In [1]:
import glob
import os
import re
import pandas as pd

In [2]:
document=[]
for doc in glob.glob('C:/Users/sirola/Desktop/Insofe/CUTe4/Data/*'):
    with(open(doc, 'r')) as f:
        text = f.readlines()
        text = ''.join(text)
        text=re.sub('<.*>','',text)
        text=re.sub('\'','',text)
        text=re.sub('\n|\t',' ',text)
        text=re.sub('[\d]','',text)
        text=re.sub('[$]','',text) 
        text=re.sub('[^(a-z|A-Z|\s)]','',text)        
    document.append(text)

In [3]:
label=[]
for labels in glob.glob('C:/Users/sirola/Desktop/Insofe/CUTe4/Data/*'):
    tclass=re.split('_',labels)[1]
    label.append(tclass)  

In [4]:
data=pd.DataFrame([document,label]).T
data.columns=['Document','Target']
data.head(5)

Unnamed: 0,Document,Target
0,In article freddshuksan (Fred Dickey) write...,2
1,In article gwmsplsplloralcom (Gary W Mahan)...,2
2,THANKS TO ALL OF YOU WHO RESPONDED TO MY POS...,2
3,The subject says it all My Chev S Pickups l...,2
4,NNTPPostingHost blackercaltechedu wolfsonre...,2


In [5]:
import numpy as np  # Numpy library for creating and modifying arrays.


# Print the unique classes and their counts/frequencies
classes = np.unique(data['Target'], return_counts=True) # np.unique returns a tuple with class names and counts
print(classes[0]) #Print the list of unique classes
print(classes[1]) #Print the list of frequencies of the above classes


['1' '2' '3' '4' '5' '6']
[1000 1006  999  989  997  993]


In [6]:
train=data.sample(frac=0.7)
test=data.drop(train.index)

train.shape
train.head()

Unnamed: 0,Document,Target
1947,frankDSuucp (Frank ODwyer) writes In artic...,1
2644,MessageID References NNTPPostingHost dolph...,3
330,Distribution world MessageID References R...,2
3584,In article rindenterprisebihharvardedu (Davi...,4
2530,I just bought a little gizmo that is suppo...,3


In [7]:
max_num_words = 10000
seq_len = 50
embedding_size = 100

In [9]:
from keras.preprocessing.text import Tokenizer
from keras.preprocessing.sequence import pad_sequences

tokenizer = Tokenizer(num_words=max_num_words) #Tokenizer is used to tokenize text
tokenizer.fit_on_texts(train.Document) #Fit this to our corpus

x_train = tokenizer.texts_to_sequences(train.Document) #'text to sequences converts the text to a list of indices
x_train = pad_sequences(x_train, maxlen=50) #pad_sequences makes every sequence a fixed size list by padding with 0s 

x_test = tokenizer.texts_to_sequences(test.Document) 
x_test = pad_sequences(x_test, maxlen=50)

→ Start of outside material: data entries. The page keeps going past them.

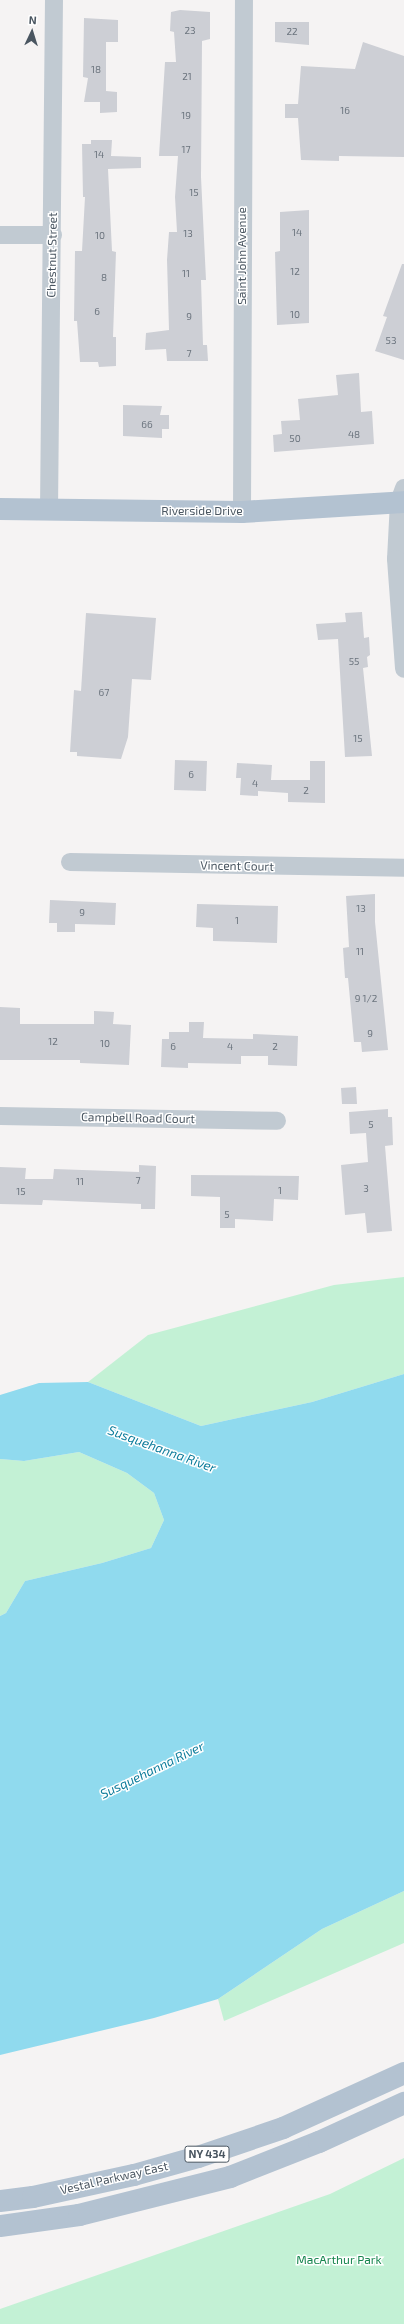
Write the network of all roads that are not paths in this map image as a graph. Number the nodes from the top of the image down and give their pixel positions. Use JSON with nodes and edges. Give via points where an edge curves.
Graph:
{"nodes":[{"id":1,"x":54,"y":0,"type":"edge"},
{"id":2,"x":244,"y":0,"type":"edge"},
{"id":3,"x":53,"y":235,"type":"junction"},
{"id":4,"x":0,"y":236,"type":"edge"},
{"id":5,"x":402,"y":498,"type":"edge"},
{"id":6,"x":0,"y":509,"type":"edge"},
{"id":7,"x":49,"y":510,"type":"junction"},
{"id":8,"x":242,"y":512,"type":"junction"},
{"id":9,"x":404,"y":669,"type":"edge"},
{"id":10,"x":70,"y":862,"type":"dead end"},
{"id":11,"x":404,"y":868,"type":"edge"},
{"id":12,"x":0,"y":1116,"type":"edge"},
{"id":13,"x":277,"y":1121,"type":"dead end"},
{"id":14,"x":404,"y":2073,"type":"edge"},
{"id":15,"x":404,"y":2103,"type":"edge"},
{"id":16,"x":0,"y":2201,"type":"edge"},
{"id":17,"x":0,"y":2226,"type":"edge"}],
"edges":[{"from":1,"to":3,"type":"street","name":"Chestnut Street"},
{"from":2,"to":8,"type":"street","name":"Saint John Avenue"},
{"from":3,"to":4,"type":"street"},
{"from":3,"to":7,"type":"street","name":"Chestnut Street"},
{"from":5,"to":8,"type":"main road","name":"Riverside Drive"},
{"from":5,"to":9,"type":"street","via":[[396,559]]},
{"from":6,"to":7,"type":"main road","name":"Riverside Drive"},
{"from":7,"to":8,"type":"main road","name":"Riverside Drive"},
{"from":10,"to":11,"type":"street","name":"Vincent Court"},
{"from":12,"to":13,"type":"street","name":"Campbell Road Court"},
{"from":14,"to":16,"type":"main road","name":"Vestal Parkway East","number":"NY 434","via":[[283,2128],[198,2157],[134,2175],[33,2197]]},
{"from":15,"to":17,"type":"main road","number":"NY 434","via":[[319,2142],[230,2176],[79,2215]]}]}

x_train.shape, x_test.shape # Check the dimensions of x_train and x_test .shape, x_test.shape # Check the dimensions of x_train and x_test  


((4189, 50), (1795, 50))

In [10]:
unique_labels = list(train.Target.unique())
print(unique_labels)

['1', '3', '2', '4', '5', '6']


In [11]:
from keras.utils import to_categorical # This convers the labels to one-hot vectors(Dummies)

y_train = np.array([unique_labels.index(i) for i in train.Target]) # Convert the word labels to indeces
y_train = to_categorical(y_train) # Dummify the labels
y_test = np.array([unique_labels.index(i) for i in test.Target])
y_test = to_categorical(y_test)

In [12]:
from keras.layers import Dense, SimpleRNN, GRU, LSTM, Embedding,Dropout # Import layers from Keras
from keras.models import Sequential
# Building an LSTM model
model = Sequential() # Call Sequential to initialize a network
model.add(Embedding(input_dim = max_num_words, 
                    input_length = seq_len, 
                    output_dim = embedding_size)) # Add an embedding layer which represents each unique token as a vector
model.add(LSTM(10, return_sequences=True))# Add an LSTM layer
model.add(Dropout(0.5))
model.add(LSTM(10, return_sequences=False))
model.add(Dropout(0.5))

model.add(Dense(6, activation='softmax')) # Add an ouput layer. Since classification, 3 nodes for 3 classes.

In [13]:
model.summary()

_________________________________________________________________
Layer (type)                 Output Shape              Param #   
embedding_1 (Embedding)      (None, 50, 100)           1000000   
_________________________________________________________________
lstm_1 (LSTM)                (None, 50, 10)            4440      
_________________________________________________________________
dropout_1 (Dropout)          (None, 50, 10)            0         
_________________________________________________________________
lstm_2 (LSTM)                (None, 10)                840       
_________________________________________________________________
dropout_2 (Dropout)          (None, 10)                0         
_________________________________________________________________
dense_1 (Dense)              (None, 6)                 66        
Total params: 1,005,346
Trainable params: 1,005,346
Non-trainable params: 0
_________________________________________________________________


In [14]:
from keras.optimizers import Adam
adam = Adam(lr=0.001)

In [15]:
# Mention the optimizer, Loss function and metrics to be computed
model.compile(optimizer=adam,                  # 'Adam' is a variant of gradient descent technique
              loss='categorical_crossentropy', # categorical_crossentropy for multi-class classification
              metrics=['accuracy'])            # These metrics are computed for evaluating and stored in history

model.fit(x_train, y_train, epochs=5, validation_split=0.25)

Train on 3141 samples, validate on 1048 samples
Epoch 1/5
Epoch 2/5
Epoch 3/5
Epoch 4/5
Epoch 5/5


<keras.callbacks.History at 0x26f1c075f60>

In [16]:
test_prob = model.predict(x_test)
test_prob.shape

(1795, 6)

In [17]:
test_prob[:6]

array([[0.00446592, 0.07487506, 0.52626747, 0.0189277 , 0.07338848,
        0.30207533],
       [0.00167764, 0.04531724, 0.47906646, 0.00192823, 0.0145673 ,
        0.45744315],
       [0.00267257, 0.05991123, 0.49982387, 0.00435177, 0.0245114 ,
        0.40872914],
       [0.07071646, 0.22765464, 0.22574715, 0.11254576, 0.16830523,
        0.1950307 ],
       [0.0016872 , 0.03129255, 0.55569595, 0.00316668, 0.02708302,
        0.3810746 ],
       [0.00943799, 0.03809113, 0.46868163, 0.01825872, 0.14203596,
        0.32349455]], dtype=float32)

In [18]:
test_classes = model.predict_classes(x_test)
test_classes.shape

(1795,)

In [19]:
test_classes = np.argmax(test_prob, axis=1)
test_classes.shape

(1795,)